→ **Action item**:
Read the records beneath this task and copy every line that contains the string "joint".

→ **Data for review**:
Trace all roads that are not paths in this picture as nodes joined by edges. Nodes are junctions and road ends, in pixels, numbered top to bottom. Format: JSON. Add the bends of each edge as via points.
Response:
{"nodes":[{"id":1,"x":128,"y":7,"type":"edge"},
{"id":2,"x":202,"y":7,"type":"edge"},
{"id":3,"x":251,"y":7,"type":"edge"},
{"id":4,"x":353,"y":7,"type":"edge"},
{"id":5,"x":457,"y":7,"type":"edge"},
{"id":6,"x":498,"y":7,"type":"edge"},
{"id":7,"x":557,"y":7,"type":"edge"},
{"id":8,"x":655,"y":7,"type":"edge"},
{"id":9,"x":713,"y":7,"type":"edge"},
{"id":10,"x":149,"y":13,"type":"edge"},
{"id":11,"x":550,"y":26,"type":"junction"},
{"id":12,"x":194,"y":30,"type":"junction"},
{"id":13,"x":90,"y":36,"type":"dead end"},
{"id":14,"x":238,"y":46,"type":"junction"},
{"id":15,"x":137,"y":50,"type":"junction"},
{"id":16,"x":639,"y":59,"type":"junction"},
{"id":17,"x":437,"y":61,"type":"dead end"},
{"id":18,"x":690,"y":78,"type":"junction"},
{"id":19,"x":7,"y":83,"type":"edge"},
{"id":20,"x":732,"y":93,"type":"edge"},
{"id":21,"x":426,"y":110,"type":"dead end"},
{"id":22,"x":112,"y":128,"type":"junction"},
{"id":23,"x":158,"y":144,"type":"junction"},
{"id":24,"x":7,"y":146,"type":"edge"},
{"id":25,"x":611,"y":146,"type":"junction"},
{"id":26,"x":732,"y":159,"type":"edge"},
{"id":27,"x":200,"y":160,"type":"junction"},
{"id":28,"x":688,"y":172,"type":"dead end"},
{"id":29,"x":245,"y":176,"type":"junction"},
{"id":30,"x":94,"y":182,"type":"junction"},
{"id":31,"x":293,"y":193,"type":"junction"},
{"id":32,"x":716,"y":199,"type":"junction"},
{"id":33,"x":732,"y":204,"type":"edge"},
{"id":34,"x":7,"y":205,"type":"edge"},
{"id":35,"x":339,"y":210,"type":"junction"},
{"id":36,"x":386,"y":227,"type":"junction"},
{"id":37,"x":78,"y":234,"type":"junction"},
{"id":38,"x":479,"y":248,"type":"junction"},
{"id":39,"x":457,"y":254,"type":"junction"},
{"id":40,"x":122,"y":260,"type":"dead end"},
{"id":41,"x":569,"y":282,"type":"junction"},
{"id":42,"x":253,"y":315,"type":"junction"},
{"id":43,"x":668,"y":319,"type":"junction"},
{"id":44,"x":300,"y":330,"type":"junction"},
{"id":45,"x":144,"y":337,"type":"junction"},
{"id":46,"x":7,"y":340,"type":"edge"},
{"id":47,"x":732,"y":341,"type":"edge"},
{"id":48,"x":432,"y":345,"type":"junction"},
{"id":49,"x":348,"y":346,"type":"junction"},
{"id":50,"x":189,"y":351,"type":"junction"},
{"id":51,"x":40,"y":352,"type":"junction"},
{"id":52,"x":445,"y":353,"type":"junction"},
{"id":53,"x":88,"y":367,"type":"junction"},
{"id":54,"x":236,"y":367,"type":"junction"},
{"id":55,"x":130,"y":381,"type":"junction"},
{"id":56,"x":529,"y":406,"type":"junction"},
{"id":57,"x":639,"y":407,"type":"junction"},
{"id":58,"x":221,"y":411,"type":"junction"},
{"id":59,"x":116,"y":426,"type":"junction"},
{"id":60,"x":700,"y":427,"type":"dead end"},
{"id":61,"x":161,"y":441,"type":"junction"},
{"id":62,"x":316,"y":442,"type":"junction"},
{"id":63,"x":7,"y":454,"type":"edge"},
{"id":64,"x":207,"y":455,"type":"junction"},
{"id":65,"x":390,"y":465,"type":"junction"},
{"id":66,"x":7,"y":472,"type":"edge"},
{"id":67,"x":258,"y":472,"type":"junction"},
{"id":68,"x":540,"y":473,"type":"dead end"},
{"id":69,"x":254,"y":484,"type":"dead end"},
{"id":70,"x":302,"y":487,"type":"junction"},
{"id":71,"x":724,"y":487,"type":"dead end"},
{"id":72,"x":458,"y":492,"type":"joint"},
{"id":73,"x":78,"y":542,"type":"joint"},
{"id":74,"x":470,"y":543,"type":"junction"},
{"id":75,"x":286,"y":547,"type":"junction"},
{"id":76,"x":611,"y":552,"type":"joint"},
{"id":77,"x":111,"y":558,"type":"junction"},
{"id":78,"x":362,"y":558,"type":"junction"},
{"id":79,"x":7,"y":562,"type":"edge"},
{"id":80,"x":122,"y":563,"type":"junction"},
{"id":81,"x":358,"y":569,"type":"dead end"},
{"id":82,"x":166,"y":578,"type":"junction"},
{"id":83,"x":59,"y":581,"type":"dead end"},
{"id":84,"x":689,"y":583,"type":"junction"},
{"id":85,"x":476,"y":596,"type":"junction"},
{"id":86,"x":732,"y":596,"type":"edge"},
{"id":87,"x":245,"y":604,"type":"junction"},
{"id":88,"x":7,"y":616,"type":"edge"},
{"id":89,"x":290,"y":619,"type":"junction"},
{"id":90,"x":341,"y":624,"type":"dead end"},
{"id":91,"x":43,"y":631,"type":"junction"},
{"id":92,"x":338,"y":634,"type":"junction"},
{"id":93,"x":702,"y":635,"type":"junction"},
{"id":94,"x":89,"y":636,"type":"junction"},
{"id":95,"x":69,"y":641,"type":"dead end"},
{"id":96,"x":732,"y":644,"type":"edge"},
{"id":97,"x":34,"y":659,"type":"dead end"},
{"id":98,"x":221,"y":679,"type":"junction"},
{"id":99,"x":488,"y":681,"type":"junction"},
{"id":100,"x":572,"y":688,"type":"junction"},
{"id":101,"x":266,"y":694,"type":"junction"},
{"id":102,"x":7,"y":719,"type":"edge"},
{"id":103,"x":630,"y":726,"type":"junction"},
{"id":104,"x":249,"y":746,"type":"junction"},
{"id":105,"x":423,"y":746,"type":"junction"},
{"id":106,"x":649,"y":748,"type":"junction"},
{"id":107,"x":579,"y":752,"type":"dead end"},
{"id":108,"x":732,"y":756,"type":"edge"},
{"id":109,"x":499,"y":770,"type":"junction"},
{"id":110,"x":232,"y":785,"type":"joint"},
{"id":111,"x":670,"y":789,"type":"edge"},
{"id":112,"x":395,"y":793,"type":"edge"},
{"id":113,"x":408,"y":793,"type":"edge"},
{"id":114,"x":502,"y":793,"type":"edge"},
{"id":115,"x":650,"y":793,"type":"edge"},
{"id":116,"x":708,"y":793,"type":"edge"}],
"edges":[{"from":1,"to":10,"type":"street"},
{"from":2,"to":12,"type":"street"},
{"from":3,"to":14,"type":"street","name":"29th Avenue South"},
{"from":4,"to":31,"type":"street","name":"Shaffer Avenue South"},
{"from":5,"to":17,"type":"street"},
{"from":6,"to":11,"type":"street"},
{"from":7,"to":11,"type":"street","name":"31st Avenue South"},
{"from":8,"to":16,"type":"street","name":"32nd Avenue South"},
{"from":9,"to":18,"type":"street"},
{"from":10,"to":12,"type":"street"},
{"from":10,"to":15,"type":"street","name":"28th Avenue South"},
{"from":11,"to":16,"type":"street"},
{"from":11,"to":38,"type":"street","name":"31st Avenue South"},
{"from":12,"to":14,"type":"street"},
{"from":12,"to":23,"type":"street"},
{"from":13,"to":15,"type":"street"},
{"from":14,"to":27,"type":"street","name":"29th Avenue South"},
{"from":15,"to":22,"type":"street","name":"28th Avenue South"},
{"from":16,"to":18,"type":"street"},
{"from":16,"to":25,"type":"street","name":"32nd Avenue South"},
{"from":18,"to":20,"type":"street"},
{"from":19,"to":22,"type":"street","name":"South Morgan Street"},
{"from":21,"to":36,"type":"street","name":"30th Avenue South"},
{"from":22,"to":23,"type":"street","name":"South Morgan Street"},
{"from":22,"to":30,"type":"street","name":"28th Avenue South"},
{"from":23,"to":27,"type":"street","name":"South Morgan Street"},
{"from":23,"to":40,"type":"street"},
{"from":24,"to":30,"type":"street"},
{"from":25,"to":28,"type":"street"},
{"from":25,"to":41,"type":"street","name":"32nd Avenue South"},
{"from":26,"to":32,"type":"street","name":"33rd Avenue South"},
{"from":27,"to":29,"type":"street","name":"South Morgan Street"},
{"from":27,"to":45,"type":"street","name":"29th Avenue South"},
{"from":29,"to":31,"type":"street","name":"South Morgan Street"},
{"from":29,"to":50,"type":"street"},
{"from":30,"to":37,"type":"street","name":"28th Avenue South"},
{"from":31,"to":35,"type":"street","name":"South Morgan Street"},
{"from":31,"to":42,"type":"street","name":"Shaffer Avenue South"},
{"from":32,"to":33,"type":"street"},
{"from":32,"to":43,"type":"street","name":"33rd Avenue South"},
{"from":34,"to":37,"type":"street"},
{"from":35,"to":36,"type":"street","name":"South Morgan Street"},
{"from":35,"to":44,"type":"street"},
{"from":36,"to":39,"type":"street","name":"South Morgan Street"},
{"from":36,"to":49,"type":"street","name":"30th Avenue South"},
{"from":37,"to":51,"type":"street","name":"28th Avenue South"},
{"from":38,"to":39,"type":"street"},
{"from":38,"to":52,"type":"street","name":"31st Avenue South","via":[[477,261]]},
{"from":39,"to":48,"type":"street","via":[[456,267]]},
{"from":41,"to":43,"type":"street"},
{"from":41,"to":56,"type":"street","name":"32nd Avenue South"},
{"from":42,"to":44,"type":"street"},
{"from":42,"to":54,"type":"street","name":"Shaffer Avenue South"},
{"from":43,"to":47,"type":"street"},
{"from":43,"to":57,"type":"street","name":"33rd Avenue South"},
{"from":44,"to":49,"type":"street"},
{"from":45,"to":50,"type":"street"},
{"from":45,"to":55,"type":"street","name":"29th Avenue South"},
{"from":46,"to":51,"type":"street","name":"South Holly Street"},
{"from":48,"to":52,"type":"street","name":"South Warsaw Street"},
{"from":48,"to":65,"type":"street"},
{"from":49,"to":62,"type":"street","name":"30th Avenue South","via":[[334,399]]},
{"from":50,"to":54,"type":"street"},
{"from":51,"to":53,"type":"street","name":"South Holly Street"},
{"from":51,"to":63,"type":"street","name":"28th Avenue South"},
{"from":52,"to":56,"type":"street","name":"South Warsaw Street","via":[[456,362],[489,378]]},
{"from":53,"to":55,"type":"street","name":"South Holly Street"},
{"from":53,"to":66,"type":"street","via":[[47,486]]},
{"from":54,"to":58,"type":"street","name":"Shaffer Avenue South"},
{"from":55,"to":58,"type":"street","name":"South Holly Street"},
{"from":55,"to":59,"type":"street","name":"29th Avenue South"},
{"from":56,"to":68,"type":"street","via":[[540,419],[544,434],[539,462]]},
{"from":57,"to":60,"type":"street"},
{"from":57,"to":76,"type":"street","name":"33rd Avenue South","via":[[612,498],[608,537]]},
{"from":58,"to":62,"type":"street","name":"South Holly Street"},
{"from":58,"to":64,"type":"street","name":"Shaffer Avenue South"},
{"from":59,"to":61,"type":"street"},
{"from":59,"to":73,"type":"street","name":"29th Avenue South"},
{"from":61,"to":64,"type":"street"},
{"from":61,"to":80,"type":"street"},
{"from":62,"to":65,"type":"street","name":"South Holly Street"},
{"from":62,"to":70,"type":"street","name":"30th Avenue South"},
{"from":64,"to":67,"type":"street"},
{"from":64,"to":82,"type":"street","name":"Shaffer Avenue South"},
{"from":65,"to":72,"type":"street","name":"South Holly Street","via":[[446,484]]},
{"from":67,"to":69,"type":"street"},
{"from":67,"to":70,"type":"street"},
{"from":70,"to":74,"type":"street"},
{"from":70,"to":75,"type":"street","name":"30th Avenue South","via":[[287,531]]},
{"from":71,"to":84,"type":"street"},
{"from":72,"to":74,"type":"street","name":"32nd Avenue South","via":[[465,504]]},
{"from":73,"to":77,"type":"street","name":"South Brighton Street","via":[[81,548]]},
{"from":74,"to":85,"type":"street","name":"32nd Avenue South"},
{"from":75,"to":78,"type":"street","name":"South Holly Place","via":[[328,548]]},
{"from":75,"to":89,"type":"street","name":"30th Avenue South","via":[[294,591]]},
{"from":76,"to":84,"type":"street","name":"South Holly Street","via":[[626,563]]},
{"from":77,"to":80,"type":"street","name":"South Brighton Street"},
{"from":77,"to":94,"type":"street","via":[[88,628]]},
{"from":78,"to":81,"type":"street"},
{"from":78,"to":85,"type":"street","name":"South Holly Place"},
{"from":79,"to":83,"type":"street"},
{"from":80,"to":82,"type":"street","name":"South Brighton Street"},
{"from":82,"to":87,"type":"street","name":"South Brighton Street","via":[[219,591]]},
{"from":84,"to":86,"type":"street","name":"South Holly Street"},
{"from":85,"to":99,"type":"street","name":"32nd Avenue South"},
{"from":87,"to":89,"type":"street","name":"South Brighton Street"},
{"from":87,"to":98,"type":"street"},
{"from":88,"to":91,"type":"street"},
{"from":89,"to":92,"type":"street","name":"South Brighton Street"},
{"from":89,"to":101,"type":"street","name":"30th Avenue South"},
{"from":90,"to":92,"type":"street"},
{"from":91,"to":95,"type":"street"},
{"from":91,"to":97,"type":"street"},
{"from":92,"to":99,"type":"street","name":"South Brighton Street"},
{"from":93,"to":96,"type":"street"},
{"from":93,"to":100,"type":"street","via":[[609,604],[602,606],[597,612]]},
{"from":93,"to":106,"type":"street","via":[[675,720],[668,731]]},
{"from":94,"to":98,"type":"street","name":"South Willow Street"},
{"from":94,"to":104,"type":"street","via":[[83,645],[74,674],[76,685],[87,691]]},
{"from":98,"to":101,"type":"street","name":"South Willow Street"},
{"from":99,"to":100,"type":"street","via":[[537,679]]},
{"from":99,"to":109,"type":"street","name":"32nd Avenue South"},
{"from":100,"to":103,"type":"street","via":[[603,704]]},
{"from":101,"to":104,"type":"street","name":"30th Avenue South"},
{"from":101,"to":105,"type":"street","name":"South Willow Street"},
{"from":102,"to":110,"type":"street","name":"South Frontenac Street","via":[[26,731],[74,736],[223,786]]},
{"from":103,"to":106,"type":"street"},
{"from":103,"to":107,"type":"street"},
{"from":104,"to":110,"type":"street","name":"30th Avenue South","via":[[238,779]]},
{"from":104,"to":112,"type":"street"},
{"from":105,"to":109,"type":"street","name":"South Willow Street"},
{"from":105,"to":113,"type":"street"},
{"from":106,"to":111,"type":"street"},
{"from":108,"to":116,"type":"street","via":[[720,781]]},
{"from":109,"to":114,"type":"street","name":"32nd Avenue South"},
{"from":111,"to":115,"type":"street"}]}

→ **Solved exercise**:
{"id":72,"x":458,"y":492,"type":"joint"},
{"id":73,"x":78,"y":542,"type":"joint"},
{"id":76,"x":611,"y":552,"type":"joint"},
{"id":110,"x":232,"y":785,"type":"joint"},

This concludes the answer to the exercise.